> _Assignment_
Report every line below that carries the word "junction".

(Stored data)
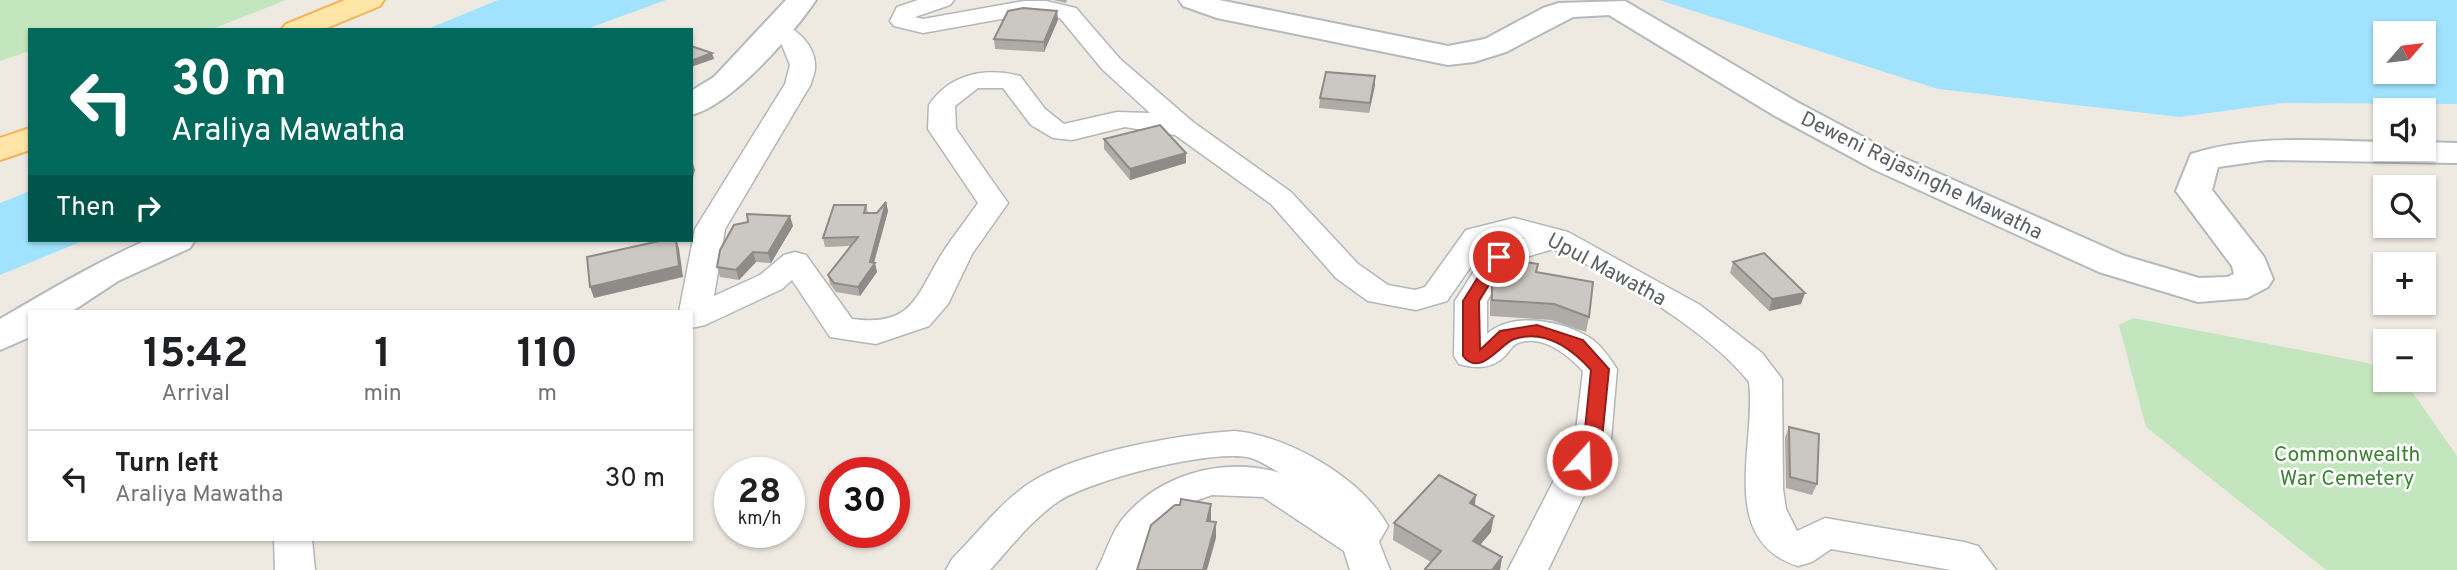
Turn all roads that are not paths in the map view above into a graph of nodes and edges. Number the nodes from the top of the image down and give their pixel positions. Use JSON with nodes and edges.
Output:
{"nodes":[{"id":1,"x":370,"y":0,"type":"edge"},
{"id":2,"x":802,"y":0,"type":"edge"},
{"id":3,"x":942,"y":0,"type":"edge"},
{"id":4,"x":1193,"y":0,"type":"edge"},
{"id":5,"x":301,"y":28,"type":"edge"},
{"id":6,"x":776,"y":30,"type":"junction"},
{"id":7,"x":693,"y":105,"type":"edge"},
{"id":8,"x":1183,"y":128,"type":"junction"},
{"id":9,"x":28,"y":139,"type":"edge"},
{"id":10,"x":0,"y":150,"type":"edge"},
{"id":11,"x":2457,"y":153,"type":"edge"},
{"id":12,"x":1557,"y":238,"type":"junction"},
{"id":13,"x":173,"y":242,"type":"edge"},
{"id":14,"x":45,"y":310,"type":"edge"},
{"id":15,"x":28,"y":320,"type":"edge"},
{"id":16,"x":0,"y":337,"type":"edge"},
{"id":17,"x":293,"y":541,"type":"edge"},
{"id":18,"x":1365,"y":556,"type":"edge"},
{"id":19,"x":295,"y":570,"type":"edge"},
{"id":20,"x":966,"y":570,"type":"edge"},
{"id":21,"x":1117,"y":570,"type":"edge"},
{"id":22,"x":1528,"y":570,"type":"edge"},
{"id":23,"x":1976,"y":570,"type":"edge"}],
"edges":[{"from":1,"to":5,"type":"main road"},
{"from":2,"to":6,"type":"street"},
{"from":3,"to":8,"type":"street","name":"Upul Mawatha"},
{"from":4,"to":11,"type":"street","name":"Deweni Rajasinghe Mawatha"},
{"from":6,"to":7,"type":"street"},
{"from":6,"to":8,"type":"street"},
{"from":8,"to":12,"type":"street","name":"Upul Mawatha"},
{"from":9,"to":10,"type":"main road"},
{"from":12,"to":22,"type":"street"},
{"from":12,"to":23,"type":"street","name":"Upul Mawatha"},
{"from":13,"to":14,"type":"street"},
{"from":15,"to":16,"type":"street"},
{"from":17,"to":19,"type":"street"},
{"from":18,"to":20,"type":"street"},
{"from":18,"to":21,"type":"street"}]}
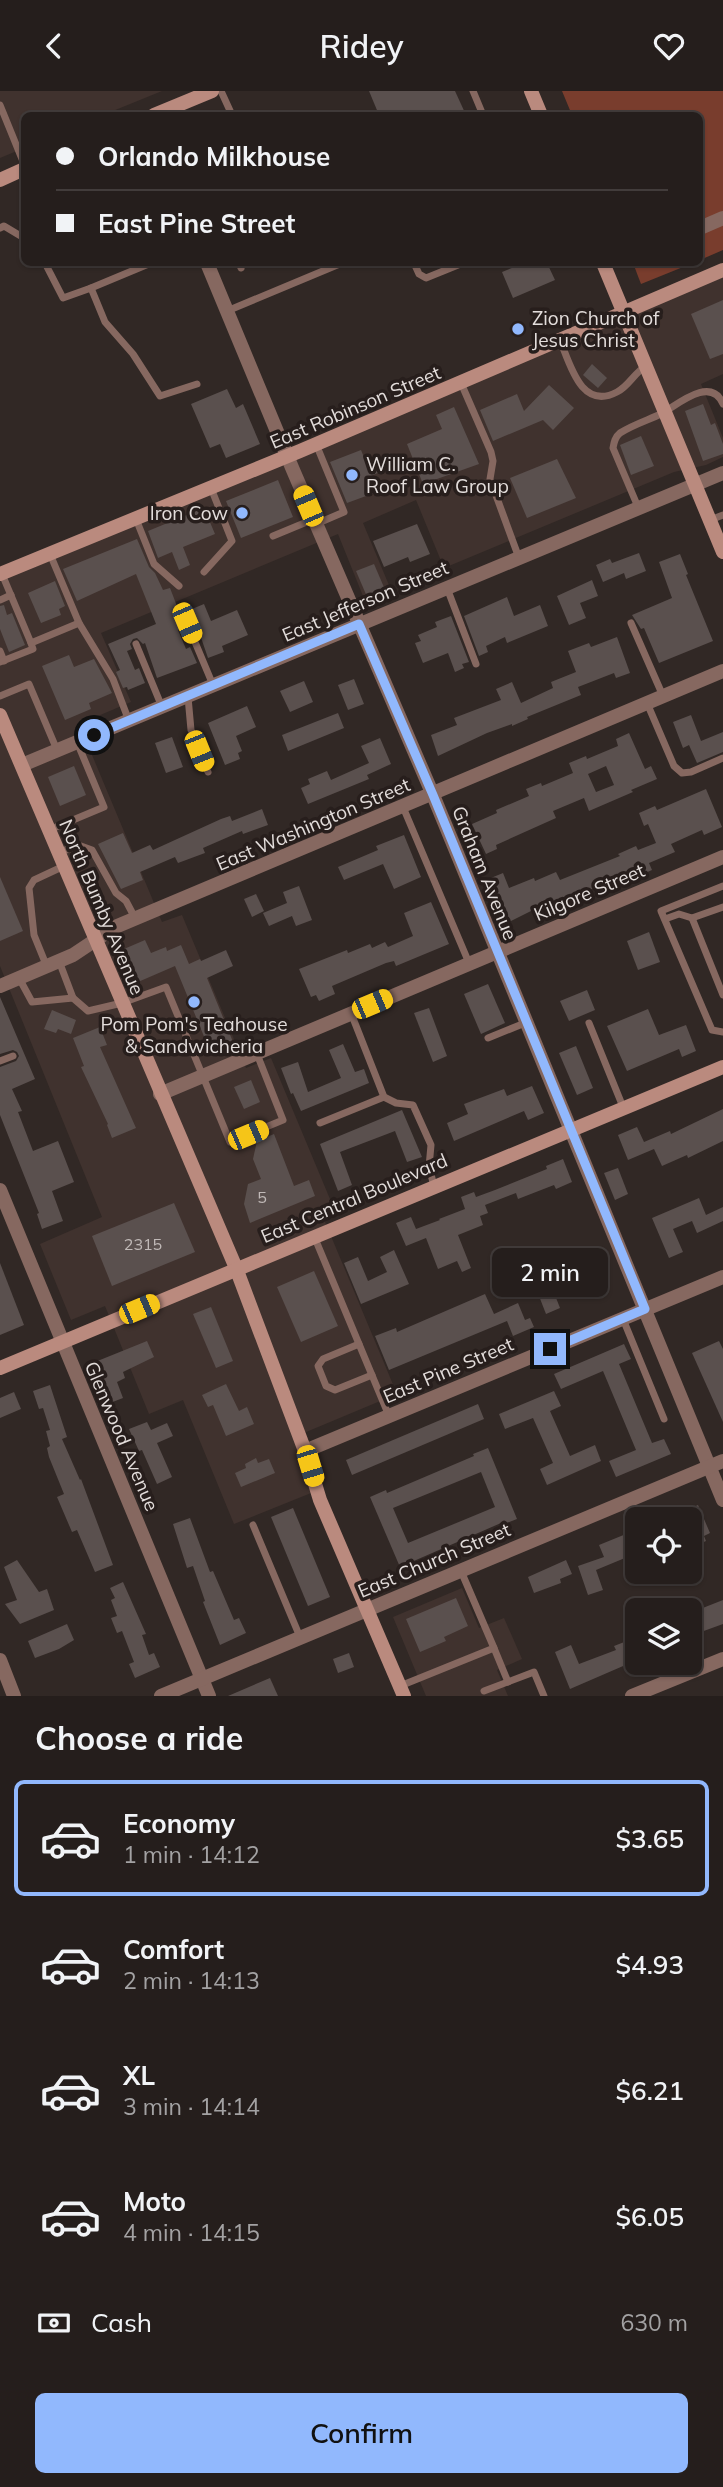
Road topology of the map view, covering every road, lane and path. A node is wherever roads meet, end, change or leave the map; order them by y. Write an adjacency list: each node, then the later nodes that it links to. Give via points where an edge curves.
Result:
1 (212, 91): 6 (street)
2 (221, 91): 7 (lane)
3 (473, 91): 8 (lane)
4 (531, 91): 9 (street)
5 (0, 105): 10 (lane)
6 (174, 112)
7 (231, 112)
8 (482, 112)
9 (540, 112)
10 (21, 157)
11 (21, 170): 12 (street)
12 (0, 180)
13 (723, 218): 14 (street)
14 (703, 226)
15 (0, 227): 16 (lane)
16 (21, 236)
17 (47, 266): 25 (lane, via 63,298)
18 (144, 266): 25 (lane)
19 (208, 266): 26 (street, Graham Avenue)
20 (335, 266): 26 (lane)
21 (415, 266): 22 (lane, via 426,278)
22 (456, 266)
23 (604, 266): 27 (street)
24 (722, 273): 27 (street, East Robinson Street)
25 (91, 288): 31 (lane, via 105,322 160,396)
26 (227, 311): 35 (street, Graham Avenue)
27 (624, 313): 28 (street, East Robinson Street); 29 (street)
28 (560, 340): 29 (lane, via 579,384 593,395 618,392); 30 (street, East Robinson Street)
29 (646, 366): 33 (street)
30 (461, 383): 34 (street, East Robinson Street); 46 (lane, via 491,452 490,479)
31 (197, 384)
32 (723, 404): 33 (lane, via 713,393 702,392)
33 (665, 412): 37 (street); 39 (lane, via 619,434 614,441)
34 (316, 444): 35 (street, East Robinson Street); 42 (lane, via 344,512)
35 (287, 457): 38 (street, East Robinson Street); 42 (street, Graham Avenue)
36 (723, 473): 37 (street, East Jefferson Street)
37 (695, 485): 39 (street, East Jefferson Street); 40 (street)
38 (211, 488): 41 (street, East Robinson Street); 47 (lane, via 232,541)
39 (638, 507): 46 (street, East Jefferson Street)
40 (716, 517): 44 (street)
41 (135, 518): 45 (street, East Robinson Street); 49 (lane, via 154,563)
42 (315, 522): 43 (lane); 58 (street, Graham Avenue)
43 (273, 536)
44 (723, 552)
45 (50, 554): 48 (street, East Robinson Street); 55 (lane)
46 (519, 558): 50 (street, East Jefferson Street)
47 (204, 572)
48 (1, 574): 51 (lane)
49 (179, 586)
50 (447, 587): 58 (street, East Jefferson Street); 63 (lane)
51 (11, 595): 52 (lane); 53 (lane)
52 (0, 600)
53 (15, 604): 54 (lane); 59 (lane)
54 (5, 608)
55 (79, 623): 59 (lane); 72 (lane, via 107,667)
56 (187, 623): 65 (lane)
57 (631, 623): 68 (lane)
58 (359, 624): 65 (street, East Jefferson Street); 78 (street, Graham Avenue)
59 (31, 643): 62 (lane, via 33,649)
60 (135, 643): 70 (lane)
61 (0, 651): 62 (lane)
62 (2, 662)
63 (477, 664)
64 (723, 671): 68 (street, East Washington Street)
65 (213, 685): 66 (street, East Jefferson Street)
66 (188, 696): 70 (street, East Jefferson Street); 77 (lane, via 191,730)
67 (0, 697): 74 (lane, via 29,684)
68 (663, 697): 69 (street, East Washington Street)
69 (648, 703): 75 (lane, via 674,766 682,773); 78 (street, East Washington Street)
70 (162, 706): 72 (street, East Jefferson Street)
71 (0, 715): 76 (street, North Bumby Avenue)
72 (129, 721): 73 (street, East Jefferson Street)
73 (77, 742): 74 (street, East Jefferson Street); 80 (lane, via 104,807)
74 (57, 751): 76 (street, East Jefferson Street)
75 (723, 758)
76 (22, 765): 80 (street, North Bumby Avenue)
77 (208, 772)
78 (433, 795): 79 (street, East Washington Street); 89 (street, Graham Avenue)
79 (403, 807): 85 (street, East Washington Street); 90 (lane)
80 (49, 830): 82 (street, North Bumby Avenue)
81 (723, 856): 89 (street, Kilgore Street)
82 (61, 859): 85 (lane, via 80,846 92,850); 88 (street, North Bumby Avenue); 91 (lane, via 29,888 34,935)
83 (723, 886): 87 (lane, via 661,911)
84 (723, 907): 86 (lane)
85 (136, 918): 88 (street, East Washington Street)
86 (692, 918): 87 (lane, via 679,914); 94 (lane)
87 (665, 919): 100 (lane, via 712,1030)
88 (95, 940): 91 (street, East Washington Street); 96 (street, North Bumby Avenue)
89 (496, 952): 90 (street, Kilgore Street); 98 (street, Graham Avenue)
90 (469, 963): 97 (street, Kilgore Street)
91 (53, 964): 92 (street, East Washington Street); 95 (lane)
92 (19, 978): 93 (street, East Washington Street); 95 (lane, via 32,1002)
93 (0, 986)
94 (723, 995)
95 (73, 998): 96 (lane, via 88,1011)
96 (122, 1003): 106 (lane, via 166,987); 107 (street, North Bumby Avenue)
97 (351, 1013): 102 (street, Kilgore Street); 108 (lane)
98 (525, 1023): 101 (lane); 111 (street, Graham Avenue)
99 (589, 1023): 109 (lane)
100 (723, 1032)
101 (488, 1038)
102 (257, 1053): 106 (street, Kilgore Street); 106 (lane, via 283,1120 241,1138 230,1142)
103 (13, 1056): 104 (lane)
104 (0, 1061)
105 (723, 1067): 109 (street, East Central Boulevard)
106 (202, 1076): 107 (street, Kilgore Street)
107 (160, 1094): 115 (street, North Bumby Avenue)
108 (384, 1097): 110 (lane); 112 (lane, via 413,1105 431,1145 429,1167)
109 (623, 1107): 111 (street, East Central Boulevard)
110 (320, 1123)
111 (570, 1129): 112 (street, East Central Boulevard); 117 (street, Graham Avenue)
112 (434, 1186): 114 (street, East Central Boulevard)
113 (0, 1190): 119 (street, Glenwood Avenue)
114 (314, 1236): 115 (street, East Central Boulevard); 120 (lane)
115 (236, 1268): 119 (street, East Central Boulevard); 125 (street, North Bumby Avenue)
116 (723, 1277): 117 (street, East Pine Street)
117 (645, 1309): 118 (street, East Pine Street); 126 (street, Graham Avenue)
118 (623, 1318): 123 (street, East Pine Street); 124 (lane)
119 (62, 1342): 121 (street, East Central Boulevard); 135 (street, Glenwood Avenue)
120 (359, 1344): 122 (lane); 122 (lane, via 323,1359 318,1366 326,1386 335,1390)
121 (0, 1368)
122 (372, 1375): 123 (lane)
123 (389, 1416): 125 (street, East Pine Street)
124 (664, 1419)
125 (305, 1451): 130 (street, North Bumby Avenue, via 320,1500)
126 (716, 1464): 127 (street, Graham Avenue); 129 (street, East Church Street)
127 (723, 1500)
128 (253, 1525): 131 (lane)
129 (461, 1570): 130 (street, East Church Street); 132 (lane)
130 (367, 1609): 131 (street, East Church Street); 137 (street, North Bumby Avenue)
131 (300, 1637): 135 (street, East Church Street)
132 (494, 1648): 136 (lane); 137 (lane)
133 (723, 1659): 143 (street)
134 (0, 1660): 139 (street)
135 (202, 1679): 140 (street, East Church Street); 141 (street, Glenwood Avenue)
136 (508, 1682): 138 (lane); 142 (lane, via 534,1672)
137 (402, 1691)
138 (484, 1692)
139 (14, 1696)
140 (161, 1696)
141 (209, 1696)
142 (544, 1696)
143 (632, 1696)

> _Reply to the exercise_
{"id":6,"x":776,"y":30,"type":"junction"},
{"id":8,"x":1183,"y":128,"type":"junction"},
{"id":12,"x":1557,"y":238,"type":"junction"},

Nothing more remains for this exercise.